### PROBLEM TO SOLVE
In your copy of the data below, reproduce every entry exactly and omit the pictures.

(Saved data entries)
= Beginning of Section =

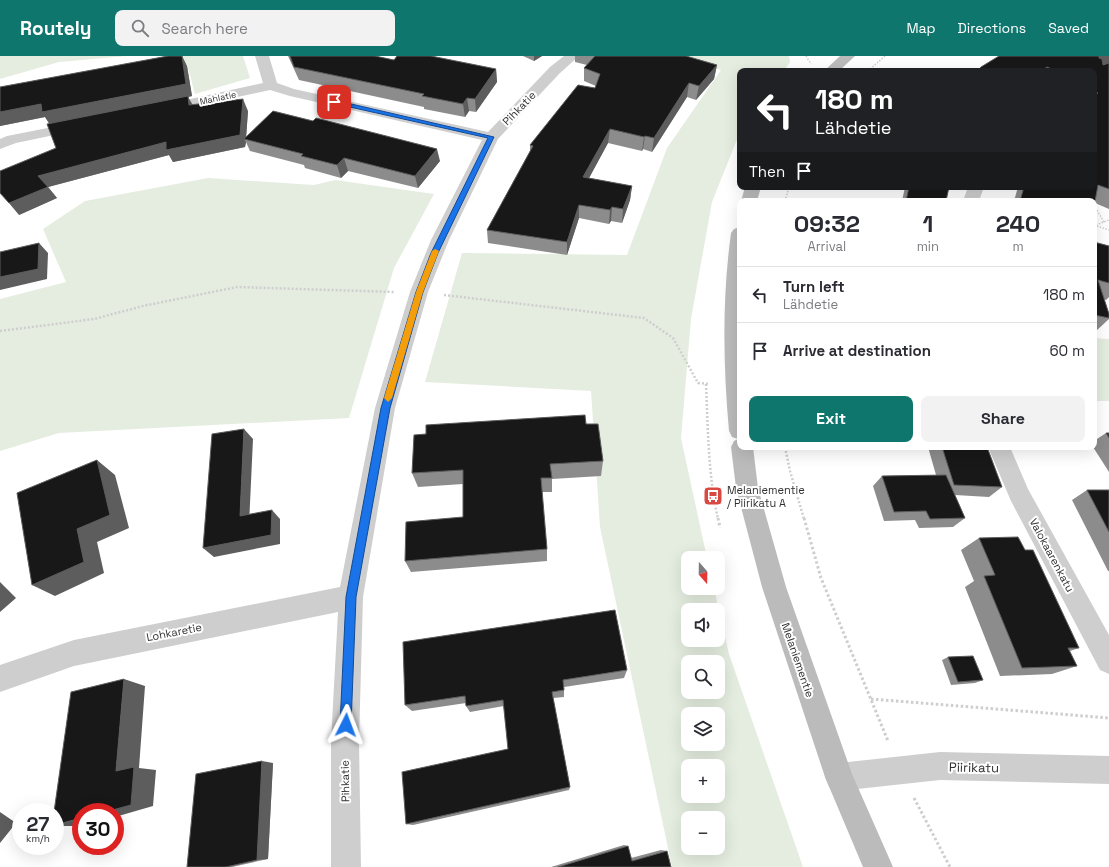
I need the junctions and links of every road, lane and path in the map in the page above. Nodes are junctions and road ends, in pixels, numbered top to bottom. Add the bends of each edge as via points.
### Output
1 (262, 56) edge
2 (572, 56) edge
3 (848, 56) edge
4 (885, 56) edge
5 (834, 68) edge
6 (871, 68) edge
7 (271, 86) junction
8 (151, 111) edge
9 (89, 123) edge
10 (491, 137) junction
11 (0, 144) edge
12 (1097, 210) edge
13 (1109, 220) edge
14 (1104, 222) junction
15 (1097, 224) edge
16 (1097, 226) edge
17 (1109, 230) edge
18 (737, 251) edge
19 (419, 292) junction
20 (0, 331) edge
21 (706, 384) junction
22 (734, 387) junction
23 (737, 409) edge
24 (742, 450) edge
25 (786, 450) edge
26 (1000, 450) edge
27 (720, 528) dead end
28 (351, 597) junction
29 (1109, 661) edge
30 (0, 679) edge
31 (871, 699) junction
32 (1109, 718) edge
33 (899, 770) junction
34 (1109, 770) edge
35 (839, 777) junction
36 (346, 867) edge
37 (878, 867) edge
38 (950, 867) edge

1 - 7 street
2 - 10 street, Pihkatie via 555,70
3 - 5 main road
4 - 6 path
7 - 8 street, Mahlatie
7 - 10 street
9 - 11 street via 12,139
10 - 19 street, Pihkatie via 440,240
12 - 14 path
13 - 14 path
14 - 15 path
16 - 17 path
18 - 22 main road via 732,313
19 - 20 path via 237,287 94,319
19 - 21 path via 644,318 673,338 698,383
19 - 28 street, Pihkatie via 385,408
21 - 22 path
21 - 27 path via 709,461
22 - 23 main road
24 - 35 main road, Melaniementie via 747,488 774,587
25 - 31 path via 790,471 821,578
26 - 29 street, Valokaarenkatu via 1019,494
28 - 30 street, Lohkaretie via 74,653
28 - 36 street, Pihkatie via 345,741
31 - 32 path
31 - 33 path
33 - 34 street, Piirikatu via 940,766
33 - 35 street, Piirikatu
33 - 38 path
35 - 37 main road, Melaniementie

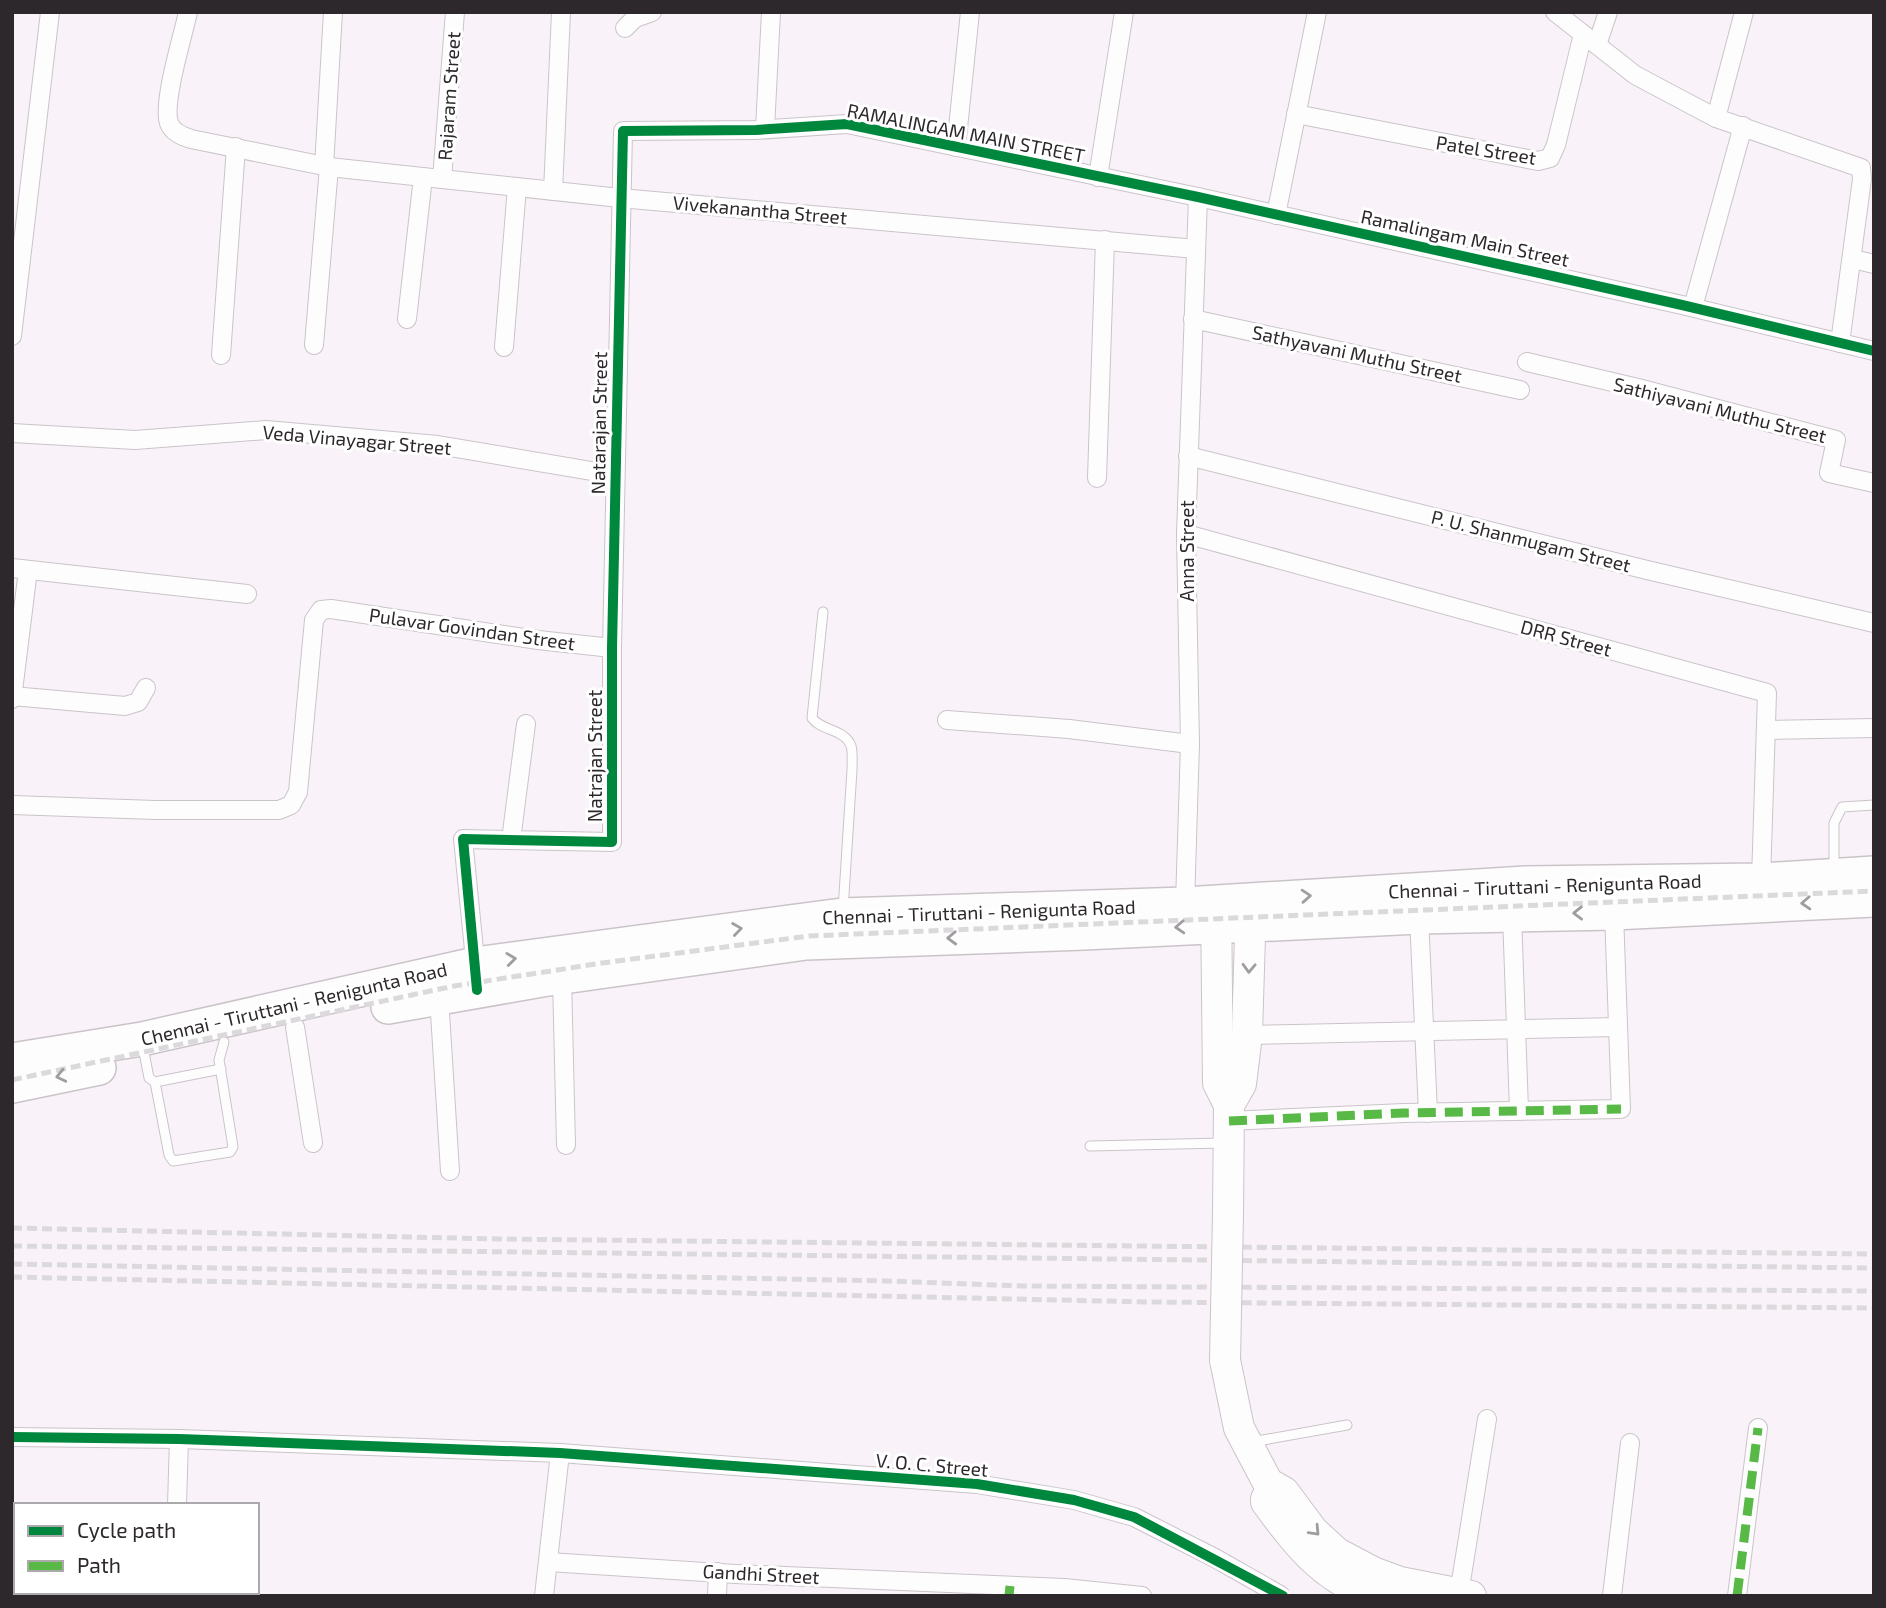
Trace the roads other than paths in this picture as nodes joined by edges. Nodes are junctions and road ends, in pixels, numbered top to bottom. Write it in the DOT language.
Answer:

= End of Section =

### RESPONSE BOX
I need the junctions and links of every road, lane and path in the map in the page above. Nodes are junctions and road ends, in pixels, numbered top to bottom. Add the bends of each edge as via points.
### Output
1 (262, 56) edge
2 (572, 56) edge
3 (848, 56) edge
4 (885, 56) edge
5 (834, 68) edge
6 (871, 68) edge
7 (271, 86) junction
8 (151, 111) edge
9 (89, 123) edge
10 (491, 137) junction
11 (0, 144) edge
12 (1097, 210) edge
13 (1109, 220) edge
14 (1104, 222) junction
15 (1097, 224) edge
16 (1097, 226) edge
17 (1109, 230) edge
18 (737, 251) edge
19 (419, 292) junction
20 (0, 331) edge
21 (706, 384) junction
22 (734, 387) junction
23 (737, 409) edge
24 (742, 450) edge
25 (786, 450) edge
26 (1000, 450) edge
27 (720, 528) dead end
28 (351, 597) junction
29 (1109, 661) edge
30 (0, 679) edge
31 (871, 699) junction
32 (1109, 718) edge
33 (899, 770) junction
34 (1109, 770) edge
35 (839, 777) junction
36 (346, 867) edge
37 (878, 867) edge
38 (950, 867) edge

1 - 7 street
2 - 10 street, Pihkatie via 555,70
3 - 5 main road
4 - 6 path
7 - 8 street, Mahlatie
7 - 10 street
9 - 11 street via 12,139
10 - 19 street, Pihkatie via 440,240
12 - 14 path
13 - 14 path
14 - 15 path
16 - 17 path
18 - 22 main road via 732,313
19 - 20 path via 237,287 94,319
19 - 21 path via 644,318 673,338 698,383
19 - 28 street, Pihkatie via 385,408
21 - 22 path
21 - 27 path via 709,461
22 - 23 main road
24 - 35 main road, Melaniementie via 747,488 774,587
25 - 31 path via 790,471 821,578
26 - 29 street, Valokaarenkatu via 1019,494
28 - 30 street, Lohkaretie via 74,653
28 - 36 street, Pihkatie via 345,741
31 - 32 path
31 - 33 path
33 - 34 street, Piirikatu via 940,766
33 - 35 street, Piirikatu
33 - 38 path
35 - 37 main road, Melaniementie

Trace the roads other than paths in this picture as nodes joined by edges. Nodes are junctions and road ends, in pixels, numbered top to bottom. Write it in the DOT language.
Answer:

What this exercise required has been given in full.